Residents from all over Long Island and New York City gathered today at Freeport’s Northeast Park to celebrate Juneteenth and march in support of the Black Lives Matter movement to end police brutality.

The event, organized by the local chapter of the Party for Socialism and Liberation, had protesters march throughout Freeport as they chanted for justice for not only George Floyd, who’s death in May sparked ongoing protests, but also justice for local victims of alleged police brutality. 

Rachel Hu, of the PSL, said that Floyd’s death had reopened people’s eyes to not only police brutality, but also made them aware of the systems in place to keep minorities across the nation and on Long Island oppressed. 

“His death was the boiling point that made people say that they’ve had enough,” Hu said. “The mask over the system is being pulled off, and people are seeing the truth.” 

Rev. Arthur Mackey Jr., of the Mt.
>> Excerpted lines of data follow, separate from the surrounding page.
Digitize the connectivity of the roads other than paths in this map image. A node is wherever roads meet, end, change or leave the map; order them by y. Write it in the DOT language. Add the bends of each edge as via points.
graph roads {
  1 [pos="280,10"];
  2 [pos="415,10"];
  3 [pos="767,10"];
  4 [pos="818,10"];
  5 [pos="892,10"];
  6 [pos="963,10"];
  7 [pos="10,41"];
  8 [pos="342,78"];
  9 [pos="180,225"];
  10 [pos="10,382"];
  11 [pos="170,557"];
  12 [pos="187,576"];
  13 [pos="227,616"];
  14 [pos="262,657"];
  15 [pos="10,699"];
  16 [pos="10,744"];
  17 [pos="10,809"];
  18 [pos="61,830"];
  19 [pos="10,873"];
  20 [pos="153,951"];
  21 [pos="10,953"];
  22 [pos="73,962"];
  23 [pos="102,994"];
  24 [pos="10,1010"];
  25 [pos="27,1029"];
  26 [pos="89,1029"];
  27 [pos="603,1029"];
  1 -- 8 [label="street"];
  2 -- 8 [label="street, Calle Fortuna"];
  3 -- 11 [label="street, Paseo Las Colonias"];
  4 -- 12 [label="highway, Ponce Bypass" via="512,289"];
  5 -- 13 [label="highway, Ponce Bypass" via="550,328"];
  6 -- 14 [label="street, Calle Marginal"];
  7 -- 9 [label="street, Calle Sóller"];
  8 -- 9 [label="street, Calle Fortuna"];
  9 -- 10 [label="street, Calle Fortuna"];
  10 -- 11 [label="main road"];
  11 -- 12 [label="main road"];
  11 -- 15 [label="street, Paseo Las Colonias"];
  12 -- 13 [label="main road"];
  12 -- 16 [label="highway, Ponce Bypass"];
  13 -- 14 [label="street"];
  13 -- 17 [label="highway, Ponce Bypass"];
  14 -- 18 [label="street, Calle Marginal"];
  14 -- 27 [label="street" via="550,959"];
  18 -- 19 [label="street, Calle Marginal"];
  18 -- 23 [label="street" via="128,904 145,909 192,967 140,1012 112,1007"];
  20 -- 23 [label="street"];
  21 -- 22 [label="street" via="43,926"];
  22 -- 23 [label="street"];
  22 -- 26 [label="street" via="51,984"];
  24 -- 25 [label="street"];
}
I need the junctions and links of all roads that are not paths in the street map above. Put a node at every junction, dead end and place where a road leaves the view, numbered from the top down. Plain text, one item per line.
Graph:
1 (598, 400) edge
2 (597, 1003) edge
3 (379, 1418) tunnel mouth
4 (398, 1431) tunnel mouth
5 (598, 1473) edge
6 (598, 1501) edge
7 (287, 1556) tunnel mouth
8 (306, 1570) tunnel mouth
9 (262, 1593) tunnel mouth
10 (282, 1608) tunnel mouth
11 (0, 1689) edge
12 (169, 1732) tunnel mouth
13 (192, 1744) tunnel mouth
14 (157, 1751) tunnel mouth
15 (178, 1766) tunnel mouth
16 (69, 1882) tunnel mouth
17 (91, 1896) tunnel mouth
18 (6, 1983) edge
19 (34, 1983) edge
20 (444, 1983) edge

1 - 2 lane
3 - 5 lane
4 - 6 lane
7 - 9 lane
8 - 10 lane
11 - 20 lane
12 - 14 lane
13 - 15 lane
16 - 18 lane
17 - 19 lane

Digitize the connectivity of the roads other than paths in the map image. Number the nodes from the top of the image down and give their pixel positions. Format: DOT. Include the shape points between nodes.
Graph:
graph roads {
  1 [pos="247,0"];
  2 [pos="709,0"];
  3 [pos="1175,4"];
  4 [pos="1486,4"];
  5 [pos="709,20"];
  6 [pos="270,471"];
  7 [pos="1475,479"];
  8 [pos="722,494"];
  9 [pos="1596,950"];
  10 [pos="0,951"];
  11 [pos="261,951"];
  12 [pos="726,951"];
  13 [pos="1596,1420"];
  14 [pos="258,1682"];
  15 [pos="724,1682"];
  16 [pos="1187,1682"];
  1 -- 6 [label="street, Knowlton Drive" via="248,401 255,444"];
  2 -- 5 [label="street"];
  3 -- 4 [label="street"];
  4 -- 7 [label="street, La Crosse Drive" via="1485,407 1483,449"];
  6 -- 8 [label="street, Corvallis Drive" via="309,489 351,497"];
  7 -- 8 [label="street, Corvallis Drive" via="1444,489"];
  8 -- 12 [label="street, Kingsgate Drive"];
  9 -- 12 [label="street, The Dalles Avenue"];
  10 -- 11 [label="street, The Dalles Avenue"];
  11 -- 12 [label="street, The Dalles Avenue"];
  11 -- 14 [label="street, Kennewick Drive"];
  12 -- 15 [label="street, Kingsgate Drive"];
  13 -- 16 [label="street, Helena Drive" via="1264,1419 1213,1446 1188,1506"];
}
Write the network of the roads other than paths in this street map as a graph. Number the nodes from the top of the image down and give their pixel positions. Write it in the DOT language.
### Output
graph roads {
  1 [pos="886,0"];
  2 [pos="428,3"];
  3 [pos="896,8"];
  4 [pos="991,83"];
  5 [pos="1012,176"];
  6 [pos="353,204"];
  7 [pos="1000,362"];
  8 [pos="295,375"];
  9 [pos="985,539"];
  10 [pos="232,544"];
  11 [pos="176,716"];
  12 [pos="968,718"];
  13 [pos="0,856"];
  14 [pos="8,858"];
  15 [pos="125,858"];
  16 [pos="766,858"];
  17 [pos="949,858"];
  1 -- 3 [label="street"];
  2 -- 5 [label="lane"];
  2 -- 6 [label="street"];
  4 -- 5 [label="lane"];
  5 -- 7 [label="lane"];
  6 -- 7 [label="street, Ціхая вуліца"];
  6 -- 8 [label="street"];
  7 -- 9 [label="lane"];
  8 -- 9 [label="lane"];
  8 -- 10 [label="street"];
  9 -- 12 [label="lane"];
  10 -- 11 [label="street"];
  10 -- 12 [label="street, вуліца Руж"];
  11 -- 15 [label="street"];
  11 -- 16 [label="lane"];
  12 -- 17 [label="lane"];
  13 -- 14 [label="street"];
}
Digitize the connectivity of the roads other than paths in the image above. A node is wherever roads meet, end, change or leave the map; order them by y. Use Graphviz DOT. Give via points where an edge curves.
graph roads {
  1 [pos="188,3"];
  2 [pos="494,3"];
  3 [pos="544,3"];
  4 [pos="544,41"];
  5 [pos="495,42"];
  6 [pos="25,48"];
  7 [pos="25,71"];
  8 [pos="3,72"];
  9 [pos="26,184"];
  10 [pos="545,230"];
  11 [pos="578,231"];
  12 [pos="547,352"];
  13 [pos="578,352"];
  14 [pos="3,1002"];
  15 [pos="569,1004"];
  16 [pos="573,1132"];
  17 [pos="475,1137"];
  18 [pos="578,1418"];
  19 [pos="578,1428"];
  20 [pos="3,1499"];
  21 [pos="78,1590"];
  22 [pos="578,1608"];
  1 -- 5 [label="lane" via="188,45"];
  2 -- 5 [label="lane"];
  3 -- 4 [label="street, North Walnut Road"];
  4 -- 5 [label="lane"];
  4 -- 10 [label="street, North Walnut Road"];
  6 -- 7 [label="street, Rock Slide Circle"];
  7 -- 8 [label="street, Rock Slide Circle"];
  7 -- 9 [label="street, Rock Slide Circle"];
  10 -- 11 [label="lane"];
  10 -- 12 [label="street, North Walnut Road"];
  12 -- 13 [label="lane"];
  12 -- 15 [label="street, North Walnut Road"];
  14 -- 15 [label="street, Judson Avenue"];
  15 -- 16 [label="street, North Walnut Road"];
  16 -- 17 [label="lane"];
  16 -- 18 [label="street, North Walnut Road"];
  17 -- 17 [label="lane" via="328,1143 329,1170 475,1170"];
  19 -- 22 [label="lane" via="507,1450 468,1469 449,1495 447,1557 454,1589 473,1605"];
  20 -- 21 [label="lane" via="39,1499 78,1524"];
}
Sinai Baptist Church, in Roosevelt, said the mixing of Juneteenth and the Black Lives Matter movement was an important symbol this year as it echoed the call for equality for black Americans. 

Like he’s done so in previous protests, Mackey urged for accountability in local policing as he asked for justice for Akbar Rodgers,  a Freeport man who was captured on video being wrestled to the ground and punched and kicked by Freeport Village police officers during his arrest in December. 

“Juneteenth is a day of freedom, and we’ll make sure to continue moving forward, not backwards,” Mackey said. “We won’t stop protesting until those officers are arrested, charged and convicted.” 

Terrel Tuotso, of Hemsptead, joined the protest despite having been arrested in a heated incident with police earlier this week at a protest in East Meadow. Tuotso said Long Island needed to acknowledge and address its racist roots that caused it to be one of the most segregated suburbs in the country. 

“We need to examine ourselves and recognize that racism does exist here,” Tuotso said. “We shouldn’t shy away from it or deny it. It’s here.”